War is Hell - a statement credited to William Tecumseh Sherman one 19th of June, 1879 in his commencement address to the graduating class of dewy, doe-eyed sons of successful businessmen at the Michigan Military Academy; a statement delivered amidst nightmarish imagery of homes burned to ash and lifeless eyes staring upward, all to warn the young officers of the foolish eagerness to use what one had learned in his collegiate tenure. A powerful message to be sure, a solemn acknowledgement of our so easily manipulated urges and their subsequently disastrous and humbling consequences:
“I’ve been where you are now and I know just how you feel. It’s entirely natural that there should beat in the breast of every one of you a hope and desire that some day you can use the skill you have acquired here. Suppress it! You don’t know the horrible aspects of war. I’ve been through two wars and I know. I’ve seen cities and homes in ashes. I’ve seen thousands of men lying on the ground, their dead faces looking up at the skies. I tell you, war is Hell!”
Returning to our century, to this millennia of dazzling, promised possibility, our current president sees things differently - some examples:
-“I’m never going to rule anything out—I wouldn’t want to say [if I’d use nuclear weapons against ISIS.]”
-“Don’t tell me it doesn’t work — torture works… Waterboarding is fine, but it’s not nearly tough enough, ok?”
-"The other thing with the terrorists is you have to take out their families”
The differences are striking, to say the least, but Sherman’s meme has lost a great deal of its original substance in its continued repetition through the decades. In addition to advocating for a metered use of military knowledge and might, in the same speech, the general paints a dark picture of both the past and future, declaring that for as long as men were men, there will be war. We hear these kinds of tropes even still: psuedo-intellectual shrugs when questions and outrage arise as more and more civilian casualties in wars, ones we wish were further away, add up higher and higher. What’s more, now free from the the concession of our own failings as aggressive, primitive apes, this narrative of never-ending war excuses itself from any and all conversations of social conscientiousness, even claiming such lofty spaces as moral high grounds from those naive enough to question its efficacy.

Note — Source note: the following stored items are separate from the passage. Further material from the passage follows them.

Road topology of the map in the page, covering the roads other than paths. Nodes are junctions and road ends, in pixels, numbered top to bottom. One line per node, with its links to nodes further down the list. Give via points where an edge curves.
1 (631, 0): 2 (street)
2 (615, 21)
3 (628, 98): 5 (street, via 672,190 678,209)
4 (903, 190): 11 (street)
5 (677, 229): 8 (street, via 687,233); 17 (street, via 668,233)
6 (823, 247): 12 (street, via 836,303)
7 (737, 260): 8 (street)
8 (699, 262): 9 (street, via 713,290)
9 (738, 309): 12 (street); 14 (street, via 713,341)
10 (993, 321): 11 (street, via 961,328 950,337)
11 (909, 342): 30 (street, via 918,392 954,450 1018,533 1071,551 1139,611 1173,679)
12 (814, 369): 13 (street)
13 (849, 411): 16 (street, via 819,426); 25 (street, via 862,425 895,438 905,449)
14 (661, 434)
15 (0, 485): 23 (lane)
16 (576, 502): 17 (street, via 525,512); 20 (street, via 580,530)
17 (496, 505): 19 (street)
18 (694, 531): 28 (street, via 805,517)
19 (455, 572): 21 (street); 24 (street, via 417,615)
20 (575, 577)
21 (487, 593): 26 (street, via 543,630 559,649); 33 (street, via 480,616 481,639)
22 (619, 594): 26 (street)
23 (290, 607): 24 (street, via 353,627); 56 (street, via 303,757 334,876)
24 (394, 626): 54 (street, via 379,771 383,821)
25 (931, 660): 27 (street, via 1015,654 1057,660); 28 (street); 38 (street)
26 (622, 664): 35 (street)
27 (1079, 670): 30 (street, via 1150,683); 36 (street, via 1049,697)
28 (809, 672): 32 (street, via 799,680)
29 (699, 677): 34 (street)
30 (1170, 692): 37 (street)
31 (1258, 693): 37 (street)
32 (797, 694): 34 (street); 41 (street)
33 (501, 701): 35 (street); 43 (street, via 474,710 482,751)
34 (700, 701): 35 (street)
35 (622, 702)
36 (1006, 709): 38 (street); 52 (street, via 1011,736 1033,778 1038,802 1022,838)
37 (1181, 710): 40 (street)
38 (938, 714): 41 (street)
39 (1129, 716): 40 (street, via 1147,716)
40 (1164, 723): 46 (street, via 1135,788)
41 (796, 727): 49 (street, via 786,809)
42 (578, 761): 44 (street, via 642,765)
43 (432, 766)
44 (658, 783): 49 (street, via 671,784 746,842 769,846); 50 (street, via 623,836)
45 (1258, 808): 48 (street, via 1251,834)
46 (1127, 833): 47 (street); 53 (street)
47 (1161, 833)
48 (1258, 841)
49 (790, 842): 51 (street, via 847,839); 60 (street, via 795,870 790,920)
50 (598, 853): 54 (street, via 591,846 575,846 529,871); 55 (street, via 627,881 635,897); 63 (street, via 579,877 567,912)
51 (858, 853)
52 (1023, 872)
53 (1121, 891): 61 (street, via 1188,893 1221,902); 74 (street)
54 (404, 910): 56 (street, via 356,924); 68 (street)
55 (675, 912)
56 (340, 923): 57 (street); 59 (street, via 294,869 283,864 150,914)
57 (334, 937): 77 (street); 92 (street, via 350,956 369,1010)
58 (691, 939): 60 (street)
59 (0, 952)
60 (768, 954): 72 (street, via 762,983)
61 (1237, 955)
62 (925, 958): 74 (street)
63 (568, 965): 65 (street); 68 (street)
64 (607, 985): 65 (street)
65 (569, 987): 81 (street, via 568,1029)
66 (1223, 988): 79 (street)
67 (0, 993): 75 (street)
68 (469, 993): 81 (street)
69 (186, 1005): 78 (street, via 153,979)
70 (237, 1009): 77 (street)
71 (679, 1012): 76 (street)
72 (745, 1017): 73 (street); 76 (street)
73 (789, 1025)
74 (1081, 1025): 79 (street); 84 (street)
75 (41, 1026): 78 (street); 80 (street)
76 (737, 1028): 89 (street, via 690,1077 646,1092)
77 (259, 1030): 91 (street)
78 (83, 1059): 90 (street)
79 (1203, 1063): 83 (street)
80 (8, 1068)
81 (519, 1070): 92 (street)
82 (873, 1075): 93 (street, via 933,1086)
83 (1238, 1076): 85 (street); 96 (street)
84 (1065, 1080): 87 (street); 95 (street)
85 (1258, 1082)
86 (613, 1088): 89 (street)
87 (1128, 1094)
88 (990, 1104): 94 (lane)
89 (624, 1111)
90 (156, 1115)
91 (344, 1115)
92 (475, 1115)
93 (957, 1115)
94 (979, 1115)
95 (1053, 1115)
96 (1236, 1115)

What allows for this immunity from critique? The subject itself seems to be a moving target; war is no longer Hell, it’s a competition, it’s a moral imperative, it’s a series of intractable positions, all associated with a deep-seated, fiery fear fanned by its adherents. When the game is to convince more people to believe in one set of stories more than an opponent's set, logic and compassion are tossed aside for tactics that produce more winning results. Donald Trump and his cohorts understood this and revived one of the most winningest strategies, namely rallying calls of populist rhetoric to gather ‘round the wagons against an enemy, beset upon on all sides by horrible others: a corrupt elitist government, cartoonish parodies of mustache-twirling Mexican villains, and radical religious extremists.
Back to war and Hell - Daniel Dennet, a philosopher I admire, breaks down statements like these into two distinct sentences, one that is mundane and true and a second that sounds profound, but means nothing. In this example, the two interpretations read thusly:
1) Large scale human conflict is a nightmarish experience.
2) War is a divine punishment for worldly transgressions.
The first interpretation is entirely valid - wars have reflected Darwin’s so-called mark of our lowly birth: animalistic disputes over territory, resources, women, myriad motivation to enact some of the most disgusting atrocities ever recorded in our shared human history. This reading of the statement serves to establish a foundation of reason between its source and audience,
The second statement is as vacuous as the notion of Hell itself. To use another idiom, “life isn't fair” - after a certain age, our notions of equality and equity evolve to better reflect our contextual expectations of various circumstances. For example, I understand that I often have to assert my presence at a crowded bar rather than stand silently patient as newcomers arrive to usurp my position the queue. The suggestion that armed conflict fits somehow squarely in some sort of divine design is entirely illogical and absurd. This interpretation is an abdication of human responsibility to the secure and just reasoning of an extra-human entity.
Together, this combination of mundanely sound reasoning and supernatural authority creates an aegis of pseudo-logic that cements a nigh impregnable position from which any political or social figure can manipulate their constituents into believing whatever they so choose. “War is Hell” can inspire military reform just as easily at it manages to absolve abhorrent military actions.
The rhetorical weapons that stock the armory of those who would manipulate us are incredibly sophisticated and vastly numerous. Each article, speech, and rally is another linguistic proving ground for those who would seek to steer us into conforming to their wants and needs. The onus of that stewardship, determining which ways we are willing to be convinced, falls squarely on us citizen soldiers, conscripted unwillingly and unwittingly into this hellish battle of ideas.
Arm yourselves with awareness, comrades - war is Hell.